Here no one argues that the public is somehow harmed by a one-year, 45-mile restriction on a tax preparer. Instead, Vorpahl’s focus is on the scope of the restriction and the restriction’s being necessary to protect H & R Block. But these arguments have been rendered futile by the discussion in Part 1 above. As recounted in that section, Vorpahl sought to paint the restrictions as nefariously as possible (so as to include subsection (i)), the upshot being that Vorpahl would be restricted from preparing taxes almost anywhere in the United States. Were that the case, then surely “the good must fall with the bad,” as his brief suggests. (Def. Br. at 14.) But it is clear to me that subsection (i) does not restrain Vorpahl’s activities now that the term of the Agreement is over, and Vorpahl is only restricted from competing within 45 miles of his franchise territory, and only prohibited from soliciting or competing for the term of one year. These are certainly reasonable restrictions, and I need not address them at length because Vorpahl has conceded the point. (Def. Br. at 14, “Even though paragraphs (ii) and (in) may otherwise pass muster under Wisconsin law, they become unenforceable by being combined with paragraph (i).”) Without being able to tie these restrictions to subsection (i), Vorpahl cannot demonstrate their unreasonableness. Accordingly, plaintiffs motion for summary judgment will be granted.
IT IS THEREFORE ORDERED that the plaintiffs motion for partial summary judgment is hereby GRANTED, and I find that the restrictive covenants contained in section 12(a)(ii) and 12(a)(iii) of the Satellite Franchise Agreement are reasonable under the circumstances, and are therefore valid and enforceable.
IT IS FURTHER ORDERED that a telephone scheduling conference will be held in this matter on April 4, 2003, at 9:45 a.m. The court will place the call. The parties are to notify the clerk of the telephone number where they can be reached for the conference prior to the above-scheduled matter.

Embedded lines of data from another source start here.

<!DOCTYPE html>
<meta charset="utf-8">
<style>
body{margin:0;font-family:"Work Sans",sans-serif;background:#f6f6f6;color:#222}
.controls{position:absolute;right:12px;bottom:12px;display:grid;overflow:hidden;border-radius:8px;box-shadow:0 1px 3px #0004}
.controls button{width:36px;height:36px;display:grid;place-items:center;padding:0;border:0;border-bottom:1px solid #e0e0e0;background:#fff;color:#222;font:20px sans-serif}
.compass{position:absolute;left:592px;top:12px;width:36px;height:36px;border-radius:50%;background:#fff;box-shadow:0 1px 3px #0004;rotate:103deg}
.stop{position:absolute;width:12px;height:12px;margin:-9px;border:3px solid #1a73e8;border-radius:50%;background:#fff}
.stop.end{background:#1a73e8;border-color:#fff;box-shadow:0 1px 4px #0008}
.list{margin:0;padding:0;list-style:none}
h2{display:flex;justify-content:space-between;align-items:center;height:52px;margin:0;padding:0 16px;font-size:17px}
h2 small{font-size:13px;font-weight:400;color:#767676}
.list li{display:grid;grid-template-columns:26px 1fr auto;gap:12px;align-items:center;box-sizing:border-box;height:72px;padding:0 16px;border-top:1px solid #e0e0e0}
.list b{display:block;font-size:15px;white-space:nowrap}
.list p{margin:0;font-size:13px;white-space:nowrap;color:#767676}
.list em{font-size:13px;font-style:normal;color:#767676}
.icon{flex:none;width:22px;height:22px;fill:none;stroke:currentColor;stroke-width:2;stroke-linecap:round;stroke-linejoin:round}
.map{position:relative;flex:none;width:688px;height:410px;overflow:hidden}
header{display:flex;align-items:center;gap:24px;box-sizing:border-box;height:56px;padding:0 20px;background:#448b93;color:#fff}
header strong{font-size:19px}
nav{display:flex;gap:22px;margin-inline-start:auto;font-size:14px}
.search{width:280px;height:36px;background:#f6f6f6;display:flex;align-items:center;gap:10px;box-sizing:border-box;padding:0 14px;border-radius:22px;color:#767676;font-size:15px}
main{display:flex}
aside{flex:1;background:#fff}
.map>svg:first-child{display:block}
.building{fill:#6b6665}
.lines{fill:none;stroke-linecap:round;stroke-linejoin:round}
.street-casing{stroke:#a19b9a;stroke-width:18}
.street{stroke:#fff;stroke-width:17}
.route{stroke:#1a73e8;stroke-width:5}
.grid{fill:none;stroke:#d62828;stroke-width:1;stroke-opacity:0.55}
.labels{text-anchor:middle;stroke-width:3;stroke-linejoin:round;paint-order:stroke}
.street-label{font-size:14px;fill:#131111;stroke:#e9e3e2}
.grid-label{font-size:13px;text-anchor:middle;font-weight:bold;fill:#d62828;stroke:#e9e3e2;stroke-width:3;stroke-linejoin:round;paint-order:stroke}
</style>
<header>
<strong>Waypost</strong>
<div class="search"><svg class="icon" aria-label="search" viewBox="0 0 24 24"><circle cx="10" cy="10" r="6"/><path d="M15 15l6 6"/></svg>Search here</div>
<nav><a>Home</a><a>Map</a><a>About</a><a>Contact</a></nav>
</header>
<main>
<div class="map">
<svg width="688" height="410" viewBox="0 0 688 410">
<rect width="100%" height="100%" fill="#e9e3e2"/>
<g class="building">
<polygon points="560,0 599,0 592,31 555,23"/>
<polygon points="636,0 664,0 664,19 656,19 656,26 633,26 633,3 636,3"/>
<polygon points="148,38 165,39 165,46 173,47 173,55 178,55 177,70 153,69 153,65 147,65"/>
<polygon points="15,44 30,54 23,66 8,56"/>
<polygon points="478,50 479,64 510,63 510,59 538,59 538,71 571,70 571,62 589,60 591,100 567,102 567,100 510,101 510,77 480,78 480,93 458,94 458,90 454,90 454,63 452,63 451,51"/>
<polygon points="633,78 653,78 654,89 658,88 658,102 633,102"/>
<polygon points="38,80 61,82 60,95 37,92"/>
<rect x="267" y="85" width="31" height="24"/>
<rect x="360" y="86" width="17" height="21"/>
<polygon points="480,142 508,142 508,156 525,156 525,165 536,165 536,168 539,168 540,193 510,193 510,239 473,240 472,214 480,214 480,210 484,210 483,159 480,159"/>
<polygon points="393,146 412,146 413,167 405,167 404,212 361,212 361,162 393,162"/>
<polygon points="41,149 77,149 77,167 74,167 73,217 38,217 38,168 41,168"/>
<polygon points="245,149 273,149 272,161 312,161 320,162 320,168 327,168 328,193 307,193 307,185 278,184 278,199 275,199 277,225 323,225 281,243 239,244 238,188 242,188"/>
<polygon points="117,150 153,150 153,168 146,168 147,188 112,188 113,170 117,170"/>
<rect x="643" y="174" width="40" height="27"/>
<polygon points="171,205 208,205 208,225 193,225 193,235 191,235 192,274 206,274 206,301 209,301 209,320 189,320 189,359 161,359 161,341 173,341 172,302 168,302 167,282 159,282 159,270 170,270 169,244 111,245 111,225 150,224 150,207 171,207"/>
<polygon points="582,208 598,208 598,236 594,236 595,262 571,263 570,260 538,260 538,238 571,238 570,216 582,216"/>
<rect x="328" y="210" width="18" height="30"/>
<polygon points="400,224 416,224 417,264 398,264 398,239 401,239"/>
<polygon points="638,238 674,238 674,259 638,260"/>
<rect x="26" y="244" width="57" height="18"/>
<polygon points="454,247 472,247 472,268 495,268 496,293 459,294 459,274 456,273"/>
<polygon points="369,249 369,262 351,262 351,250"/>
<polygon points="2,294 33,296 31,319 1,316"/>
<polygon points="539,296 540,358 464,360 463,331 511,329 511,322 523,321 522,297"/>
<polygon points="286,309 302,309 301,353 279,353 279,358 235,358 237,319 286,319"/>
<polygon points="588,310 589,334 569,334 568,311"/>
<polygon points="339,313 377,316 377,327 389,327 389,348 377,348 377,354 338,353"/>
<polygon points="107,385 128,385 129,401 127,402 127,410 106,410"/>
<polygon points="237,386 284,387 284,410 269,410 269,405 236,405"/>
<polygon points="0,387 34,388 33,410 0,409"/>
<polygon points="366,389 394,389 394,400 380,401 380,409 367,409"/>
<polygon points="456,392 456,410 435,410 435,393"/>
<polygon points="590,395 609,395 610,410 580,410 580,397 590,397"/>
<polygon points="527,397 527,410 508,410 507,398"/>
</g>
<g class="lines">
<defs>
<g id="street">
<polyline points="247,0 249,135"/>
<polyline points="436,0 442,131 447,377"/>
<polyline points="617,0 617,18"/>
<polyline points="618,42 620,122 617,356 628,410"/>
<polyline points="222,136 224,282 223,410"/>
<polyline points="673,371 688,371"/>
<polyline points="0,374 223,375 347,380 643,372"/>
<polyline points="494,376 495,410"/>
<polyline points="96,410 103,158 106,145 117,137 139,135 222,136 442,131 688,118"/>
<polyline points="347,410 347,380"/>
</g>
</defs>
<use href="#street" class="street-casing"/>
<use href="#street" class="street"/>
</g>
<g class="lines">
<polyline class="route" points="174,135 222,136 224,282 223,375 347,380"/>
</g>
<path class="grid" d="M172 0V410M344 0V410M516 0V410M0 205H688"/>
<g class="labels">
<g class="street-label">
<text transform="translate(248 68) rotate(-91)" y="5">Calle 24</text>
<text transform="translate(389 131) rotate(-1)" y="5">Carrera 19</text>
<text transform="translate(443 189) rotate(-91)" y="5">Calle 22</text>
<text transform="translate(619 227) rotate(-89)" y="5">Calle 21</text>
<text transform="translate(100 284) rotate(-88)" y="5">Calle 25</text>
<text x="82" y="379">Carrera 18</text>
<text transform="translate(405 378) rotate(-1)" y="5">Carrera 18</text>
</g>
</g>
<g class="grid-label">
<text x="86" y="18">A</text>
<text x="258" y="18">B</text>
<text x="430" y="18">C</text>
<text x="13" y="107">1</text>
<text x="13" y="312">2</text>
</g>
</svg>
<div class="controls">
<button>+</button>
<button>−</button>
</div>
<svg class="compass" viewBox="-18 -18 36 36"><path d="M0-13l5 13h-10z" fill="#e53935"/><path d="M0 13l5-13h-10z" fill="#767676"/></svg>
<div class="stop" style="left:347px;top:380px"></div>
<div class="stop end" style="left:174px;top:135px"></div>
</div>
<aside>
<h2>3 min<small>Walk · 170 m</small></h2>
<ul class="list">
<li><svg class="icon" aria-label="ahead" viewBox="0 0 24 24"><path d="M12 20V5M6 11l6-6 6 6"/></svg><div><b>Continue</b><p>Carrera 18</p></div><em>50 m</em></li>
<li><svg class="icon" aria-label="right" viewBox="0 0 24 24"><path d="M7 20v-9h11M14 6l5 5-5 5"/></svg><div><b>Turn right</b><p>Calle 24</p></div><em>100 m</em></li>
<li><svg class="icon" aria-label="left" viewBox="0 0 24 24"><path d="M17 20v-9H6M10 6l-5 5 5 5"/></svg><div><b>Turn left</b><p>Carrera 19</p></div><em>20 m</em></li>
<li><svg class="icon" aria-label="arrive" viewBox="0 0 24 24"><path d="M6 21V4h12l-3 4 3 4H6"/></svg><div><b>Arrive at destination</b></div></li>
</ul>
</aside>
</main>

. There is a provision in the Agreement to the effect that Missouri law would apply unless the law or public policy of the state in which the franchisee is located would require its own law to be applied. As both parties discuss only Wisconsin law, however, this is sufficient to find that the parties have chosen Wisconsin law. See Aceros Prefabricados, S.A. v. TradeArbed, Inc., 282 F.3d 92, 97 (2d Cir.2002) ("The parties’ briefs assume that New York substantive law governs the issues of contract formation presented here, and such ‘implied consent ... is sufficient to establish choice of law.' ”) (quoting Krumme v. West-Point Stevens Inc., 238 F.3d 133, 138 (2d Cir.2000) (quotation marks and citation omitted)); see also Consolidated Papers, Inc. v. Dorr-Oliver, Inc., 153 Wis.2d 589, 590 n. 1, 451 N.W.2d 456 (Wis.Ct.App.1989).
. Vorpahl does not argue that he is an agent of H & R Block, but instead focuses on the employee argument, which presumably would fall into the statutory category of "assistant”. Also, as discussed below, even if § 103.465 applied, I would find that the restrictions in the Agreement are "reasonably necessary for the protection of the employer or principal” under that statute.